Tens of thousands of white Afrikaners want to move to the United States to escape alleged racial persecution in South Africa.
PRETORIA—The lines creasing Wilhelm Snyman’s sun-scorched face make him look much older than 46.
“It’s also the stress of the past six years that has made me look like an ou toppie [old man],” he said near the United States embassy in Pretoria.
Snyman lost his job in the computer industry in 2019 and said he’s been unable to find permanent work since then.
“So one day the boss called me in and told me he had to retrench me and some other white guys. He had to replace us with black employees because of the government’s affirmative action policies,” he told The Epoch Times. “Fortunately, my wife still has a job—but it’s humiliating as a man to sit at home every day doing nothing, and just keeping busy with an odd job here and there.”
Groups of Afrikaners have been gathering regularly at the embassy since President Donald Trump signed an executive order on Feb. 7.
It cut American aid to South Africa, accusing President Cyril Ramaphosa’s government of “race-based discrimination, including racially discriminatory property confiscation” and a “shocking disregard of its citizens’ rights.”
Trump also suggested the United States should help resettle Afrikaners, the descendants of mainly Dutch, French, and German settlers who came to South Africa in the 1600s. His order said his administration would “promote the resettlement of Afrikaner refugees” for those “who are victims of unjust racial discrimination.”
Snyman said: “I’ll do what it takes to get to America, to build a new life for my family. There, we won’t be despised because we’re white.”

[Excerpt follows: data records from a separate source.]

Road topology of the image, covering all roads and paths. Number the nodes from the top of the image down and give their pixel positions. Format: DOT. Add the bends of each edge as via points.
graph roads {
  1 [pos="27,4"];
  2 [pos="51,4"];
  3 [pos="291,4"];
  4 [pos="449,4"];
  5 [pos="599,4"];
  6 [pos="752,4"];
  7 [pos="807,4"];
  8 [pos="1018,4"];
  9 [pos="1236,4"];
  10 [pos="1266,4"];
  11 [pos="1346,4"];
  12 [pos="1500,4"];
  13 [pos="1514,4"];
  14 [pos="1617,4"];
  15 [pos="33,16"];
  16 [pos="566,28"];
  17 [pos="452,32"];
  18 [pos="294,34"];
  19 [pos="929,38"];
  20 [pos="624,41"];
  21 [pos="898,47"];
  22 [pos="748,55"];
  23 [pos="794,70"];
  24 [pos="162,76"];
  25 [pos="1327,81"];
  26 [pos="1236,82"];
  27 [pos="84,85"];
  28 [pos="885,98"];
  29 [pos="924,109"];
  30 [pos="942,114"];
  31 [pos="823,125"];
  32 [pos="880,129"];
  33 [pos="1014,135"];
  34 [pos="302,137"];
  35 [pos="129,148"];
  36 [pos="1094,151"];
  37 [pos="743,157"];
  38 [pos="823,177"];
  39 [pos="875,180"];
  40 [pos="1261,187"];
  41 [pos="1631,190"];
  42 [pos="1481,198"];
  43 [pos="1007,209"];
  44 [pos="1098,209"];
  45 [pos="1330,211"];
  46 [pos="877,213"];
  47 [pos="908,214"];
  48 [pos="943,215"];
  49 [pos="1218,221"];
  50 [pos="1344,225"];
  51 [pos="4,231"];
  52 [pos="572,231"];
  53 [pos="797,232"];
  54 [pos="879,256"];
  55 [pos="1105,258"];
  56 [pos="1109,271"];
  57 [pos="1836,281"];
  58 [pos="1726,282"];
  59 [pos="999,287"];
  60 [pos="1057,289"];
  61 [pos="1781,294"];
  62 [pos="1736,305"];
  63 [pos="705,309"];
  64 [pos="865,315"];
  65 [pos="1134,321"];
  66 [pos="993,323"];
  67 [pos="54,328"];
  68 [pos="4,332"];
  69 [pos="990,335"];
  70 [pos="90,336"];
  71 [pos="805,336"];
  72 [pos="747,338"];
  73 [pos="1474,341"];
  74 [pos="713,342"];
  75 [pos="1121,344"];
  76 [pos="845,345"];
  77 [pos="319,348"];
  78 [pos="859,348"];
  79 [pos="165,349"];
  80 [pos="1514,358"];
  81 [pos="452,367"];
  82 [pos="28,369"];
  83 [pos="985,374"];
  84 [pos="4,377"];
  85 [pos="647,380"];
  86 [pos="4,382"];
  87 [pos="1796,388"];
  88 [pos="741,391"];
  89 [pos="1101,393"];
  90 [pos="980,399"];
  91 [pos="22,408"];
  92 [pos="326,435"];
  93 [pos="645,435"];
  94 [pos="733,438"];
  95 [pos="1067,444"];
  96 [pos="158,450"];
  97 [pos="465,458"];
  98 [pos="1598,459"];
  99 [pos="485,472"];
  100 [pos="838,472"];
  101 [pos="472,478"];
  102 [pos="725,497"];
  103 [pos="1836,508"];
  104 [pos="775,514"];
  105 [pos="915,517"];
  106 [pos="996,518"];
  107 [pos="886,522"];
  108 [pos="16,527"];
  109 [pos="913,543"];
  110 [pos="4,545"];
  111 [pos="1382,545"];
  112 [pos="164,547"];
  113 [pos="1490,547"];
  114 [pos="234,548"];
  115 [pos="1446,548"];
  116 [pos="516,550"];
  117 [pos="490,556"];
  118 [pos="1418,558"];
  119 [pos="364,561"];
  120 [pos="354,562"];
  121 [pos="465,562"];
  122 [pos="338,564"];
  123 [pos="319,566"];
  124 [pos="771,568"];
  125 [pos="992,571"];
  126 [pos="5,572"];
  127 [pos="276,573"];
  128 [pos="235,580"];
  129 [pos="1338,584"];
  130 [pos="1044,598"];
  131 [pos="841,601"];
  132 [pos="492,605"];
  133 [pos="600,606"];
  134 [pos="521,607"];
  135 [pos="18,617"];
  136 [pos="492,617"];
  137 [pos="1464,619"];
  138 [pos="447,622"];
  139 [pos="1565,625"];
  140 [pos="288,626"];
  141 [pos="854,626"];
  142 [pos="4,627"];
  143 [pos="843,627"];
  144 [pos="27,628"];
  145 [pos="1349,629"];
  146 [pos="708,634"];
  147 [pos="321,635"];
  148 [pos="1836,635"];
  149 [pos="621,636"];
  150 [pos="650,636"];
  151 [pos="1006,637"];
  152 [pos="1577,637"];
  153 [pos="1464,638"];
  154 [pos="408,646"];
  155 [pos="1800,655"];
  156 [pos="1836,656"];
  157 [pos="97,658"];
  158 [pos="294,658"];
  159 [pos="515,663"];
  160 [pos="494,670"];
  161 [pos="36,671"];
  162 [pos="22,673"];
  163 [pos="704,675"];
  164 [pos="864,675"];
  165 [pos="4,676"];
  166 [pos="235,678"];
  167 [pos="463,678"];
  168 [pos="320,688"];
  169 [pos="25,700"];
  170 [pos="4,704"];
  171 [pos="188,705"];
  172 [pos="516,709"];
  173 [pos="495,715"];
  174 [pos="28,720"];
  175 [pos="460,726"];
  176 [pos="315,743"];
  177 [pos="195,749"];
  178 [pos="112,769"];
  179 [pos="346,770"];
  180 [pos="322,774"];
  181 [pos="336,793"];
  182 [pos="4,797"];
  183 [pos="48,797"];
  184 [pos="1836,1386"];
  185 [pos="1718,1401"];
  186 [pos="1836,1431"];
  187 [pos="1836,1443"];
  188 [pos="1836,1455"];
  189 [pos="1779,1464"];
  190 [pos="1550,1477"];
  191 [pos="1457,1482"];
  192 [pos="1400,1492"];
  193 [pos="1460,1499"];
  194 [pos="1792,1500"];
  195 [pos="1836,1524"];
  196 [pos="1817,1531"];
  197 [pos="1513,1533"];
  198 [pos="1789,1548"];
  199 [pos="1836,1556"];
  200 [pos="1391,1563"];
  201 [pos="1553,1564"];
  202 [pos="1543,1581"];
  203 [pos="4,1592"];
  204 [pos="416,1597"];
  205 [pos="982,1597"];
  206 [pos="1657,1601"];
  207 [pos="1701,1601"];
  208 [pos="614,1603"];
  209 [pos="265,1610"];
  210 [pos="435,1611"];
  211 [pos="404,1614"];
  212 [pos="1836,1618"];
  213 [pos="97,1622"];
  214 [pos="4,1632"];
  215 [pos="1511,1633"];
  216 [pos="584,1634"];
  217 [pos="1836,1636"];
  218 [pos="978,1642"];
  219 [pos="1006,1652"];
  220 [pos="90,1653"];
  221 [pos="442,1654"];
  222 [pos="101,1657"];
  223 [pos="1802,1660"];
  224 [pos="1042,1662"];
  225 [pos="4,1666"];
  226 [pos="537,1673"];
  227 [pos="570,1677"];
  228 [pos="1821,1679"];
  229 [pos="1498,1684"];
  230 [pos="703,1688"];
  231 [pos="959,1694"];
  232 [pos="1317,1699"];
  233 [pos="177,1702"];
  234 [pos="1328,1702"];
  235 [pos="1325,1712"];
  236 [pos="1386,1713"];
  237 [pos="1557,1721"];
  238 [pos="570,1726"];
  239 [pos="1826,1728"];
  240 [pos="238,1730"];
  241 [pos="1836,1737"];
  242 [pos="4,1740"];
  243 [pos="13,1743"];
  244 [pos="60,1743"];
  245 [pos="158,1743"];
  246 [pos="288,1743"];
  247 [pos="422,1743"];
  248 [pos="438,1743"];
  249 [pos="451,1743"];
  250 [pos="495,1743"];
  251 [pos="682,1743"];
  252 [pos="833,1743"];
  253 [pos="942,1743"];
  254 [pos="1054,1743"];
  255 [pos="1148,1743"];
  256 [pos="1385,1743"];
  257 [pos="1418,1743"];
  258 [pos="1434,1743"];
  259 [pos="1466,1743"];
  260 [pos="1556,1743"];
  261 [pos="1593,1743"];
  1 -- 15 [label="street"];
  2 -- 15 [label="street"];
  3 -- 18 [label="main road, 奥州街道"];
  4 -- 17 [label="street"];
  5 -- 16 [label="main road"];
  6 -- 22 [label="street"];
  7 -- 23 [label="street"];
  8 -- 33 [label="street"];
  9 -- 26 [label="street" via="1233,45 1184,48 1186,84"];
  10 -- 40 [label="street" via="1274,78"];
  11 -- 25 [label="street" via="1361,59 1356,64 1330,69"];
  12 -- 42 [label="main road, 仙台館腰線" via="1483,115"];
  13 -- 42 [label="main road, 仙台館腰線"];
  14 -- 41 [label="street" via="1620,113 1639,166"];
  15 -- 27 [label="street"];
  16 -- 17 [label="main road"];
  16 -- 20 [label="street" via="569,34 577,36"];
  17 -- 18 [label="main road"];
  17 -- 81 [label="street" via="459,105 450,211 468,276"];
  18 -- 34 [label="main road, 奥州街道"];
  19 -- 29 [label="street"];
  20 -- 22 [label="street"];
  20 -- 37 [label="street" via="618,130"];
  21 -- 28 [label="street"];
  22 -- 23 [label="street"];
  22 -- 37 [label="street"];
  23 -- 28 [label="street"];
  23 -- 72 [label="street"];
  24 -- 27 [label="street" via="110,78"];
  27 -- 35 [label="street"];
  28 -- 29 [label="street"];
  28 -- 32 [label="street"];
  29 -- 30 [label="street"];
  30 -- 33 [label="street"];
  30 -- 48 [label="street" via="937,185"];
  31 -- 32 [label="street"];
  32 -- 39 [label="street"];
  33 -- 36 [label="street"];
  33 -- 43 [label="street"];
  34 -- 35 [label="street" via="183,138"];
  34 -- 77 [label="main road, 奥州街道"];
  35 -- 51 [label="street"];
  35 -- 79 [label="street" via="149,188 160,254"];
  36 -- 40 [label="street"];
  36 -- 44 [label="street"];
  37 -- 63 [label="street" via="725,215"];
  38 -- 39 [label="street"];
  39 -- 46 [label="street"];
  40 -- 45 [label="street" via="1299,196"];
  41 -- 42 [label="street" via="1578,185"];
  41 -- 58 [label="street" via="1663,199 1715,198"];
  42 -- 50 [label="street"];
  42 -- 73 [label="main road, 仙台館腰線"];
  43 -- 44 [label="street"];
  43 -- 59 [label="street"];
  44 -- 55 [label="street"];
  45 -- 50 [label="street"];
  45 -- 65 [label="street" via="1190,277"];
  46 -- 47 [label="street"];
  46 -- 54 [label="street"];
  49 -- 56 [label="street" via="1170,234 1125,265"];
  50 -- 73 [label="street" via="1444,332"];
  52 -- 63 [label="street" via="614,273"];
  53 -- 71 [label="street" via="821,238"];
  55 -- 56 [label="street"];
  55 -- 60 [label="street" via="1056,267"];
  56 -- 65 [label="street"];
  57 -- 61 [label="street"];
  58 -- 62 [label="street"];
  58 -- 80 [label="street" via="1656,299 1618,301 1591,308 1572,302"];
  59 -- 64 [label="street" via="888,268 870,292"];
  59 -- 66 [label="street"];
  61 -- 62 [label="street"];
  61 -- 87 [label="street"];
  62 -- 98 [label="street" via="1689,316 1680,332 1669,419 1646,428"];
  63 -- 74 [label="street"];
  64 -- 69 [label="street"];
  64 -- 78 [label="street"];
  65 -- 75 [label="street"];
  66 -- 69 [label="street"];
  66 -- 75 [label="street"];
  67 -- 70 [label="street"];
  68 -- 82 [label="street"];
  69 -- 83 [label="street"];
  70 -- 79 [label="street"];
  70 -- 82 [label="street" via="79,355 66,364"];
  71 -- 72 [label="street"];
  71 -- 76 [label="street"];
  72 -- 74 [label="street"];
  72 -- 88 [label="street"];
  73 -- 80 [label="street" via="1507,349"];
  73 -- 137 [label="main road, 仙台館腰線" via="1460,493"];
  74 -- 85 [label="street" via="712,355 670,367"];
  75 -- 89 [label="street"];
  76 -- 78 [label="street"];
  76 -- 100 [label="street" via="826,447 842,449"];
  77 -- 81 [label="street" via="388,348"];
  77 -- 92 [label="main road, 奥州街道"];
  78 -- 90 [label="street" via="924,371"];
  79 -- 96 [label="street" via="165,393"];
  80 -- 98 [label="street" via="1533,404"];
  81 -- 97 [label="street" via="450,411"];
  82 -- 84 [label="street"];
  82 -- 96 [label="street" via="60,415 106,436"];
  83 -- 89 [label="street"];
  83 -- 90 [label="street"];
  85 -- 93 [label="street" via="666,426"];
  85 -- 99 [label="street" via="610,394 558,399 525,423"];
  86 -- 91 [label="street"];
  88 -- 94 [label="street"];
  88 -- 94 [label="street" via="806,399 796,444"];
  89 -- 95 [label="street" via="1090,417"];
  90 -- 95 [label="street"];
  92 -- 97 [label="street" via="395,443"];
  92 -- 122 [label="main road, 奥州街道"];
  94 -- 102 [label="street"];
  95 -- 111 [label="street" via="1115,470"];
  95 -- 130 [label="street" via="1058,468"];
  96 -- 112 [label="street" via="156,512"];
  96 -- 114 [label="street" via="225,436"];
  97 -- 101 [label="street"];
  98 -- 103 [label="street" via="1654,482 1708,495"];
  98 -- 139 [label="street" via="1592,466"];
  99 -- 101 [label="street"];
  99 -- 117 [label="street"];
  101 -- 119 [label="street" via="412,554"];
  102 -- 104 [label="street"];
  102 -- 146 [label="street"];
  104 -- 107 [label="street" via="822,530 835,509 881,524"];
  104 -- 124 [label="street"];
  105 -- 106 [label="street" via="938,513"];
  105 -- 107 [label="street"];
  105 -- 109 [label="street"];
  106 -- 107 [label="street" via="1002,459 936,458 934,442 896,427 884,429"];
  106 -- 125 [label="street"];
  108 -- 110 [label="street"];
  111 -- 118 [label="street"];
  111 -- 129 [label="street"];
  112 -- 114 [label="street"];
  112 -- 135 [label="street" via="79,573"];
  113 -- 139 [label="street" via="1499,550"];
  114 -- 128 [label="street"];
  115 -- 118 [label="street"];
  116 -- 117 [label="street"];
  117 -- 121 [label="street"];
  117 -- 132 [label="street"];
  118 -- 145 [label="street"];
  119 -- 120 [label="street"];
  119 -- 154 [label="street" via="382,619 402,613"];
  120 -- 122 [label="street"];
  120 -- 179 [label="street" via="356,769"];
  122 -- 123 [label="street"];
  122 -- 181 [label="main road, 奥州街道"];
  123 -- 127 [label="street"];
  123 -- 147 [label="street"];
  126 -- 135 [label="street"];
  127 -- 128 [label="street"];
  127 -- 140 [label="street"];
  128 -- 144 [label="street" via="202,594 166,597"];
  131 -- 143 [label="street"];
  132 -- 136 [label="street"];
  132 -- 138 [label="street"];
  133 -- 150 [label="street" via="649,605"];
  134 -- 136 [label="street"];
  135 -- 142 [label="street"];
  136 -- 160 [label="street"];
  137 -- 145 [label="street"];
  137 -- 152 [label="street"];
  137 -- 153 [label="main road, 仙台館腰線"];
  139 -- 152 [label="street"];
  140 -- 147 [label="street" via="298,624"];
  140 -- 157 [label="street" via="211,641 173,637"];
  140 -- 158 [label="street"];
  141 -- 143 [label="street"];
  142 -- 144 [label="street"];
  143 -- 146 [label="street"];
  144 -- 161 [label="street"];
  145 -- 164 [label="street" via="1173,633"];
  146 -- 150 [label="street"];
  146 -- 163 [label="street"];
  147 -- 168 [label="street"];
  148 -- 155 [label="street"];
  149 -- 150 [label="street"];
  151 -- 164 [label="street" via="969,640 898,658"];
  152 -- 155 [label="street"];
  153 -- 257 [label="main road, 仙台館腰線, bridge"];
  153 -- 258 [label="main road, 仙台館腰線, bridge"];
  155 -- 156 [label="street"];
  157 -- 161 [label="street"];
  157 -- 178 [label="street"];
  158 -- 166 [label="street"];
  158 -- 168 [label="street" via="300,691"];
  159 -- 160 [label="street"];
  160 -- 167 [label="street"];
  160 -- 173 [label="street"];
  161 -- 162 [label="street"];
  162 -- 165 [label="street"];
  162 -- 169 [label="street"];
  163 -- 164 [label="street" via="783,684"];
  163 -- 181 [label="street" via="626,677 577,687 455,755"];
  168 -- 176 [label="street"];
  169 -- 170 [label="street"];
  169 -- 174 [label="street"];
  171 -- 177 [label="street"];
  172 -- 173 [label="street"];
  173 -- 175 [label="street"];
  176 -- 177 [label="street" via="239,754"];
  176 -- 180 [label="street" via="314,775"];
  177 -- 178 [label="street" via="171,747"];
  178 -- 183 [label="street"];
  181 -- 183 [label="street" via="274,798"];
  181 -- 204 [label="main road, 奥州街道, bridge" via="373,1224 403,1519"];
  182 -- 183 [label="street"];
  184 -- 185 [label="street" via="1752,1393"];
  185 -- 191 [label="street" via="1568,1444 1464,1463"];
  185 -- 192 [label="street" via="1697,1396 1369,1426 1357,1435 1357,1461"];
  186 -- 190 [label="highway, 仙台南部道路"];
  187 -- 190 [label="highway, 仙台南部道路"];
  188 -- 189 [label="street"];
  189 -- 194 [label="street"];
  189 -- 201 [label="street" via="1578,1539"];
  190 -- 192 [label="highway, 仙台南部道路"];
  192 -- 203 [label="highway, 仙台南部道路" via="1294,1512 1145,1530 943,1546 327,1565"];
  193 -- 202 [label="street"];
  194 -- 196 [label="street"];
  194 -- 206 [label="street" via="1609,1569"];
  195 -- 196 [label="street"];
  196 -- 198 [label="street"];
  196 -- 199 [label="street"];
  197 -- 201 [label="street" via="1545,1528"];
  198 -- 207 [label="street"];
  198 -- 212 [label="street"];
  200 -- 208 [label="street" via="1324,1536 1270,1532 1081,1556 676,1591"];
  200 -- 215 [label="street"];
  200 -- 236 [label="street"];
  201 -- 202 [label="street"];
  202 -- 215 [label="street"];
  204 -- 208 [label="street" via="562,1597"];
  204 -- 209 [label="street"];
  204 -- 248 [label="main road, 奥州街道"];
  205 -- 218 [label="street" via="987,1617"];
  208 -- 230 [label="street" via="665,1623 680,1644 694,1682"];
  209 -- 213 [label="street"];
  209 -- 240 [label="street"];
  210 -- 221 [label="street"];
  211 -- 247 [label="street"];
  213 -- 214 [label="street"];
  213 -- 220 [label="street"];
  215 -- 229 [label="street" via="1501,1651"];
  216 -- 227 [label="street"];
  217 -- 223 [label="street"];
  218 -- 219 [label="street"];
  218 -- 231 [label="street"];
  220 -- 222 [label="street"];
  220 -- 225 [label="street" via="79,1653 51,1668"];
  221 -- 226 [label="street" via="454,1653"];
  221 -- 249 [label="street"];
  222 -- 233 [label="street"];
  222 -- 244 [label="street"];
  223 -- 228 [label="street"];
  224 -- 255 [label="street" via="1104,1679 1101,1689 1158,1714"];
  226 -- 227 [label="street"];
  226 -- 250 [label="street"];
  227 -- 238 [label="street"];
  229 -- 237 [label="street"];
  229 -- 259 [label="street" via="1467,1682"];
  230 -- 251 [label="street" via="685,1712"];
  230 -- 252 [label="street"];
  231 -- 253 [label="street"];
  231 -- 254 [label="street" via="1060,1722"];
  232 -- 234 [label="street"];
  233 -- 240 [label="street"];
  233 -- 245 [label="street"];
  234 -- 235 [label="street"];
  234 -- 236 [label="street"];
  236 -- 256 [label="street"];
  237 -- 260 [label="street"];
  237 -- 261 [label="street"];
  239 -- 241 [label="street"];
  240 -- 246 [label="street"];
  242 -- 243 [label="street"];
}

Trump said policies in South Africa are “designed to dismantle equal opportunity in employment, education, and business” and alleged that “hateful rhetoric and government actions [are] fueling disproportionate violence against racially disfavored landowners.”
Ramaphosa responded that the government’s policies are designed to redress the imbalances of South Africa’s apartheid past, when white people were favored in all sectors of society. He denied that white residents are being targeted in a campaign of racial violence.